• _EXERCISE INSTRUCTIONS_
Check each line of the material below, and copy it if it holds the string "covering".

• _MATERIAL FOR THE TASK_
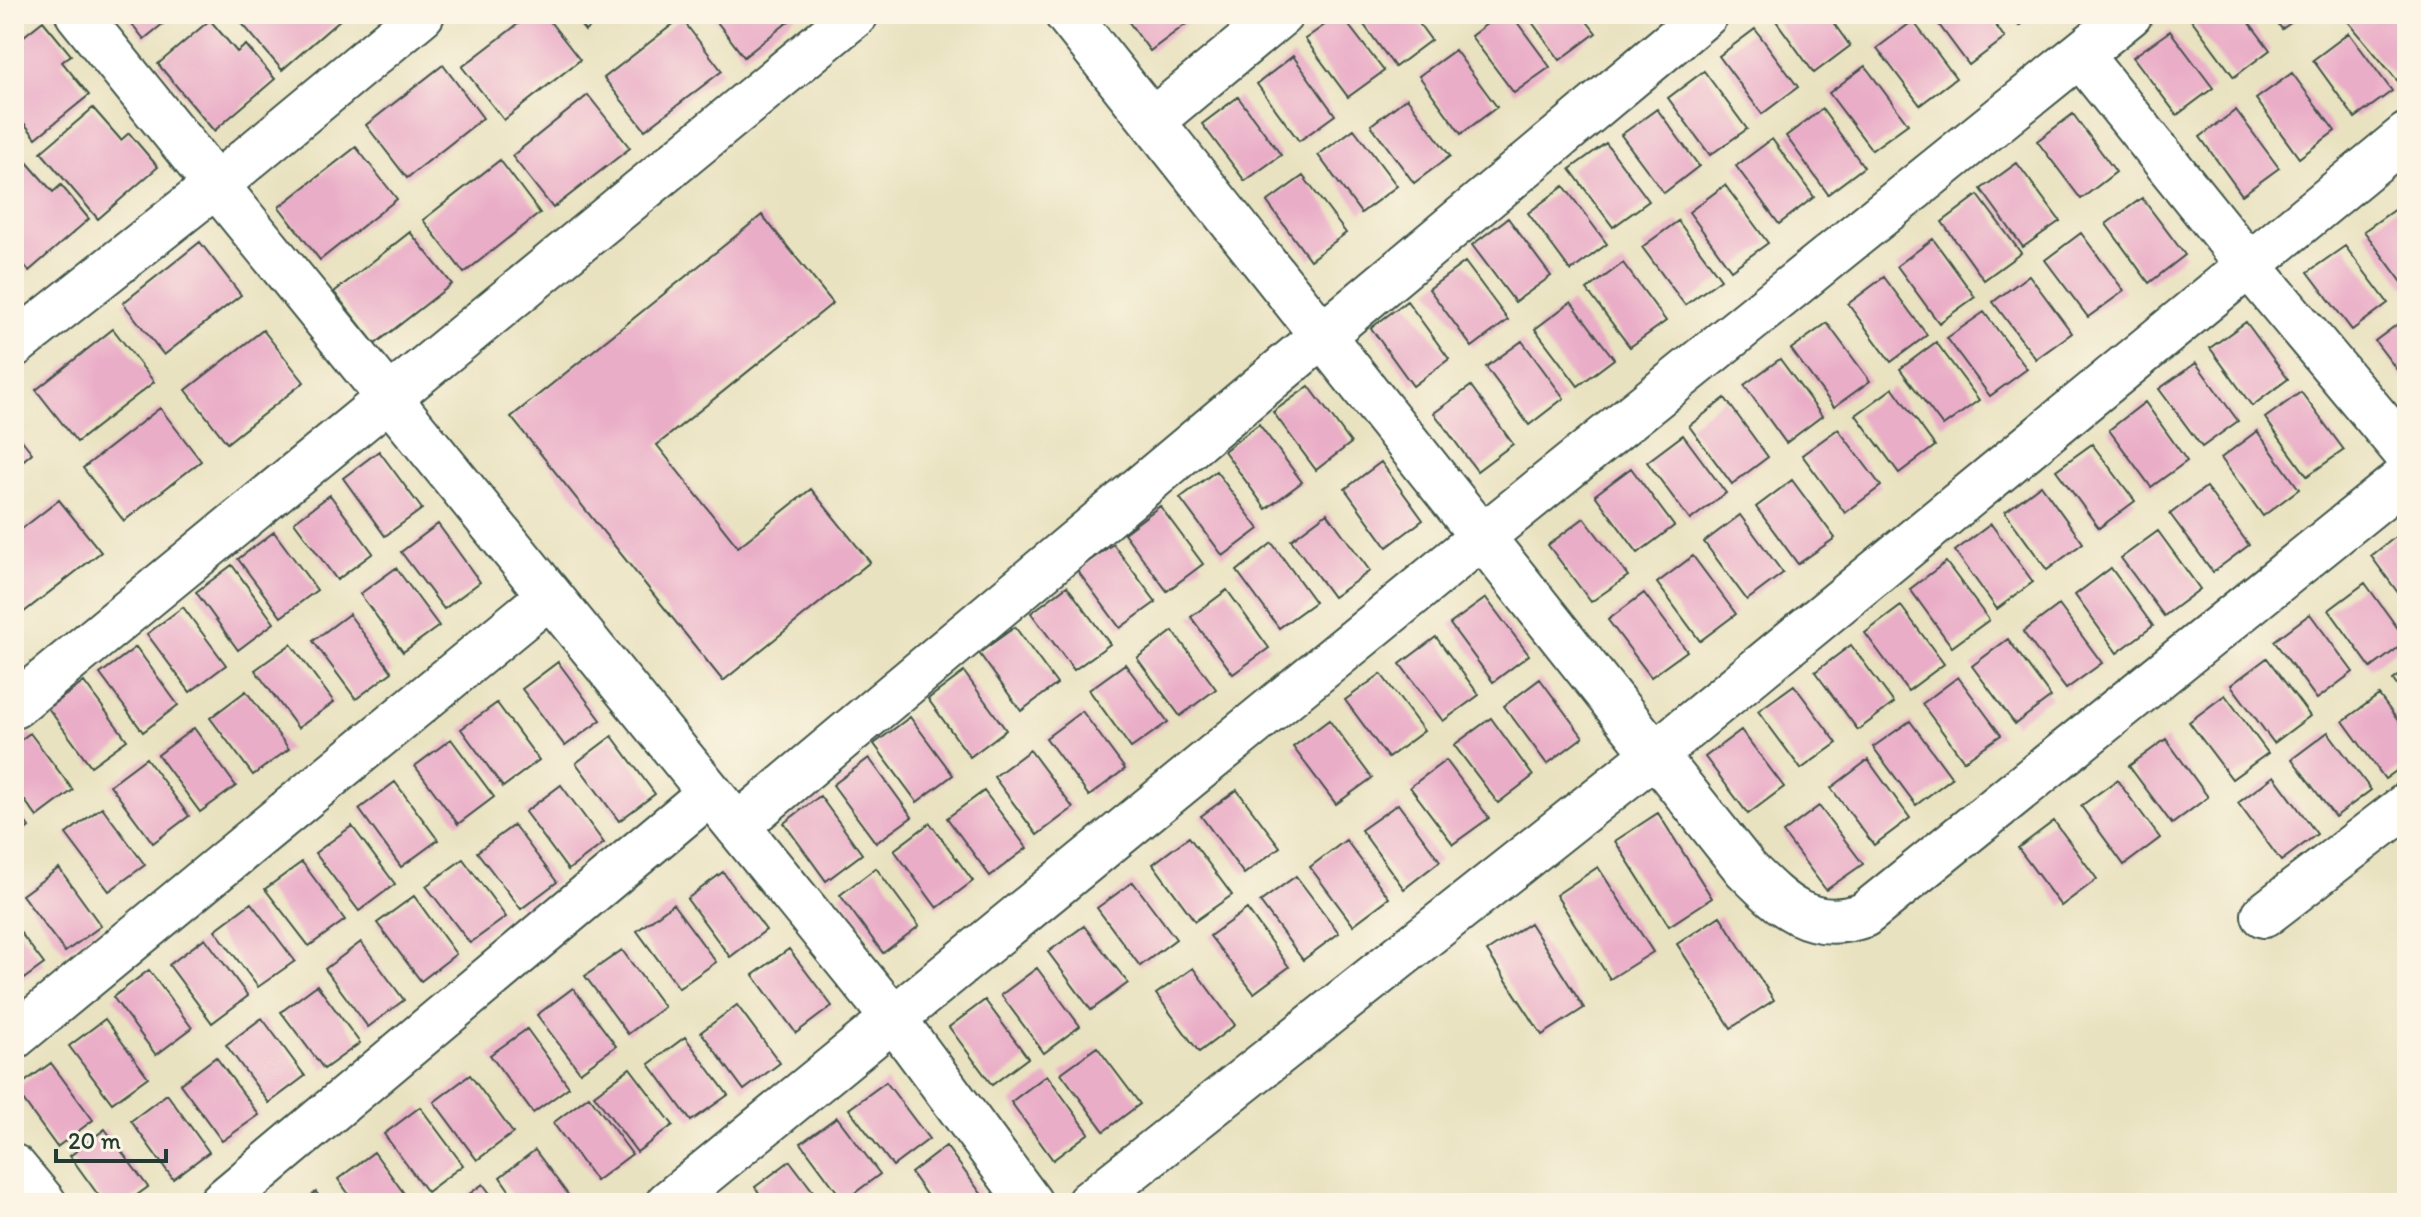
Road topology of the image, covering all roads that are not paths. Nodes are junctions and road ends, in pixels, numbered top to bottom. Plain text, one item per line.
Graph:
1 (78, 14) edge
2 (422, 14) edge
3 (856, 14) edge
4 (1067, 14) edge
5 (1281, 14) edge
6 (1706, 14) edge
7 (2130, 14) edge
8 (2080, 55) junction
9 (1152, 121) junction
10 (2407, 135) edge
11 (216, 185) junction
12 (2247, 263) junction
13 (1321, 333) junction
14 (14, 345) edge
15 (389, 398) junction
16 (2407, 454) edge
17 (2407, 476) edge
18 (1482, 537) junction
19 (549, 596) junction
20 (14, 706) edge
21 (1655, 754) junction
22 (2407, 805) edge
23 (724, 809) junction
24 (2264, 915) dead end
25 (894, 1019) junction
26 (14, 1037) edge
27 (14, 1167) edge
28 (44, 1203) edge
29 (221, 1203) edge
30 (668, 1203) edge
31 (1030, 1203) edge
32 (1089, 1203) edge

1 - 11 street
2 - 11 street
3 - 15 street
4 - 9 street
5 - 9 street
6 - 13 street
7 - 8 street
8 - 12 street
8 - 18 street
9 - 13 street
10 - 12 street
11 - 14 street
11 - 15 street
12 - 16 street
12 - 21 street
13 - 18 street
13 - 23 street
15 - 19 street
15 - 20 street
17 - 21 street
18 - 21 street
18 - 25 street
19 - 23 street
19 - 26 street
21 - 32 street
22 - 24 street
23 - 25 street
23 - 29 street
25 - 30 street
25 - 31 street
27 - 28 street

...

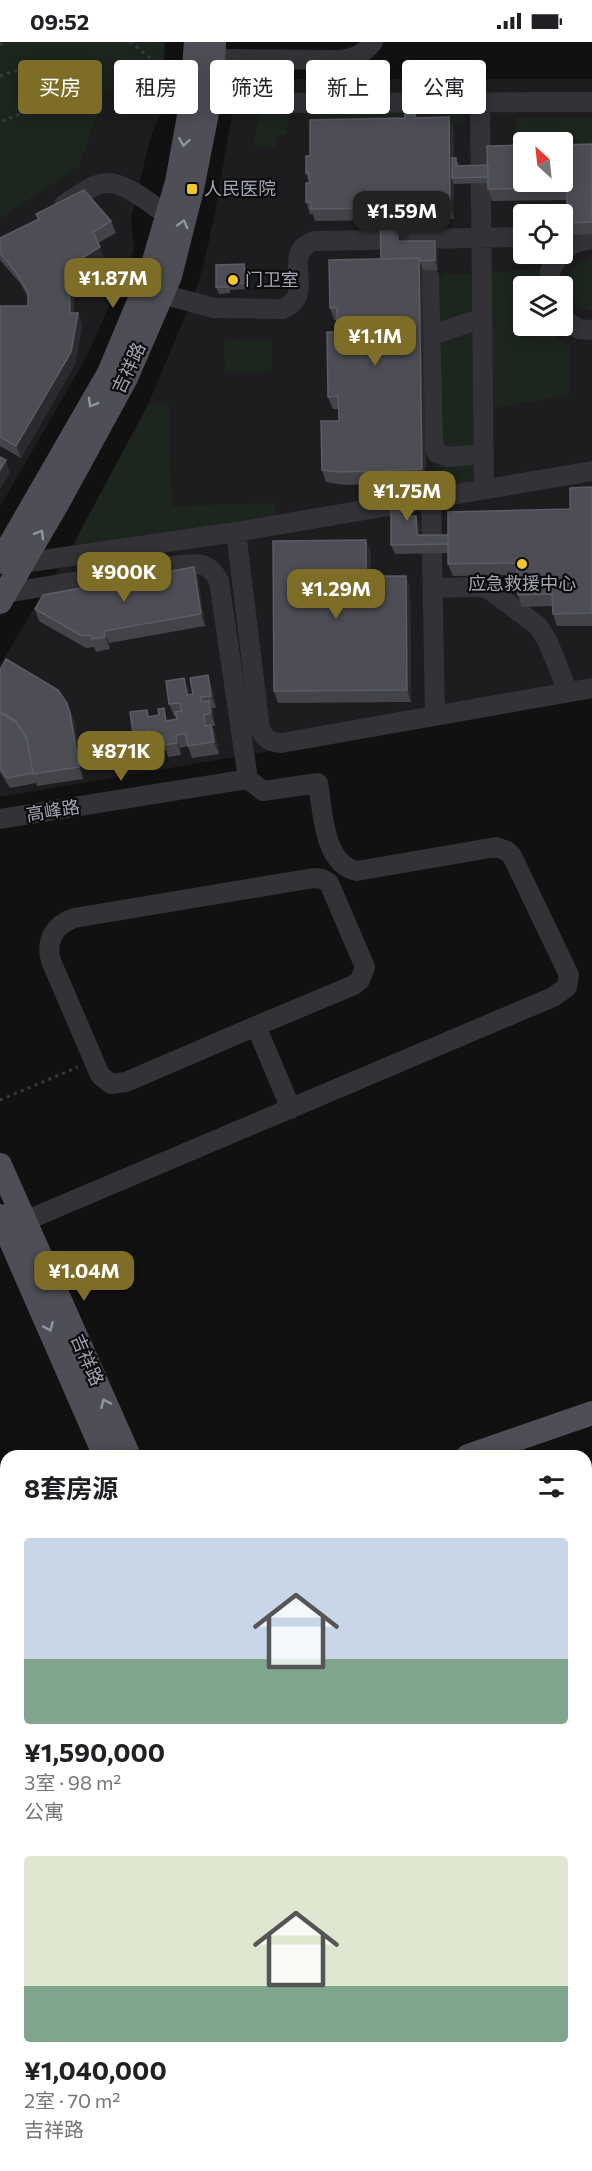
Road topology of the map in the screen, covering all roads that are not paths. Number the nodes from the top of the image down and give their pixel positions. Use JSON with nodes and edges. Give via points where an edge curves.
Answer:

---

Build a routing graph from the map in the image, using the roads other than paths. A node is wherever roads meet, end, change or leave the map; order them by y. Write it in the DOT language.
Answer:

• _EXERCISE RESPONSE_
Road topology of the image, covering all roads that are not paths. Nodes are junctions and road ends, in pixels, numbered top to bottom. Plain text, one item per line.
Road topology of the map in the screen, covering all roads that are not paths. Number the nodes from the top of the image down and give their pixel positions. Use JSON with nodes and edges. Give via points where an edge curves.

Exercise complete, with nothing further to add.